My quick responses are the
following:
- Against treatise 1: Christianity teaches that God alone is
good. Humility and servitude (not
power and control) are held as Christian ideals. If goodness is an excuse of the weak for
usurping power from the strong in the name of religion, then it is a surprise
that the cause (usurping power) and the effect (abstaining from power) are
opposite in nature.
- It is commonly believed that positive
reinforcement is much more effective than punishment. Evolution by definition picks out the
most effective mechanism for survival.
In other words, the celebration of virtue should be naturally
selected over the torment of guilt as a means to guarantee kept promises
in the society. This observation is
opposite to Nietzsche’s speculation.
Since guilt is only a weak deterrence to crime, it cannot be nature’s
pick for a mechanism to maximize stability.

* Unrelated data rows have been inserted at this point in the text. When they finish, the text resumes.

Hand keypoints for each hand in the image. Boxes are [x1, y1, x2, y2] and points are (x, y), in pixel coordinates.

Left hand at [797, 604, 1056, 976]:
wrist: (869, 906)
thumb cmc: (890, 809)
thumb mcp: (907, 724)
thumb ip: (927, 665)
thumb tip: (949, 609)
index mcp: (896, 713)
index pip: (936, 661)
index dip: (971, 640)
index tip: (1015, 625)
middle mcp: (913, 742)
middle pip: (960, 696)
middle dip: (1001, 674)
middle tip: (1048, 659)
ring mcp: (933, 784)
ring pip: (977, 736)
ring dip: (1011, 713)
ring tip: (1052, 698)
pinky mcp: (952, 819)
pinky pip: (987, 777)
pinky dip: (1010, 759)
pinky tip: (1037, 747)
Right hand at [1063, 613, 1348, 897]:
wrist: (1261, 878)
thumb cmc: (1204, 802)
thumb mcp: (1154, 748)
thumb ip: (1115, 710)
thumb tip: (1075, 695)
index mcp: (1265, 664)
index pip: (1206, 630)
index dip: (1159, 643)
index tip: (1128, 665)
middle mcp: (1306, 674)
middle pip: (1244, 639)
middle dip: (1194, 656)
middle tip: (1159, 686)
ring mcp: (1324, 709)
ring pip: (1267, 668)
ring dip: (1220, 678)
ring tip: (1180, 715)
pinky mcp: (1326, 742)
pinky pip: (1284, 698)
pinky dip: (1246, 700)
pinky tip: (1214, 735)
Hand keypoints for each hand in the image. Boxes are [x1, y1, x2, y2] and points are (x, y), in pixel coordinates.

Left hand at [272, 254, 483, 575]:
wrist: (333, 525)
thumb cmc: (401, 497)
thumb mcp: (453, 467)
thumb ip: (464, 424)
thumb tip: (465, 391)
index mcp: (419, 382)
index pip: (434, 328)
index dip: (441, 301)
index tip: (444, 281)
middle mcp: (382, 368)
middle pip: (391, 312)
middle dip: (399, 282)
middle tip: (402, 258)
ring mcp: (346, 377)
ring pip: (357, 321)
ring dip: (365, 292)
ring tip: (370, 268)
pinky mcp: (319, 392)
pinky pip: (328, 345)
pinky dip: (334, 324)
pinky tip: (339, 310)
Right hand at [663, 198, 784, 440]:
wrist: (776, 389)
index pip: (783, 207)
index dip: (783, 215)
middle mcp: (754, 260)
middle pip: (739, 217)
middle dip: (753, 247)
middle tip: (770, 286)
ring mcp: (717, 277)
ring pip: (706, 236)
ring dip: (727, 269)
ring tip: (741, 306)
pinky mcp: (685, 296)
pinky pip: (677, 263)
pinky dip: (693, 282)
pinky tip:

- Ascetics and philosophers are unusual groups of
people in the society and represent only a small percentage of the
population. A natural explanation
of morality ought to apply to the whole population at large and not just a
selected group of special interests.
Furthermore minorities are constrained by a set of much more stringent
environmental variables so that they are evolutionarily
disadvantageous. In other words,
ascetics and philosophers ought to be systematically de-selected by nature. On the contrary their existence is an
evolutionary miracle.
Notwithstanding the irony, it is generally the case that suffering
clarifies thinking. It is especially
true among spiritual and thoughtful people. It means that asceticism tends to
heighten one’s awareness of truth rather than dulling his reasoning
faculty like Nietzsche has claimed.
At the end, Nietzsche fails
to construct a natural explanation of morality consistent with atheism and
evolution. If morality cannot be explained
naturally, then the simplest and the most logical explanation is still the one
that is supernatural in nature.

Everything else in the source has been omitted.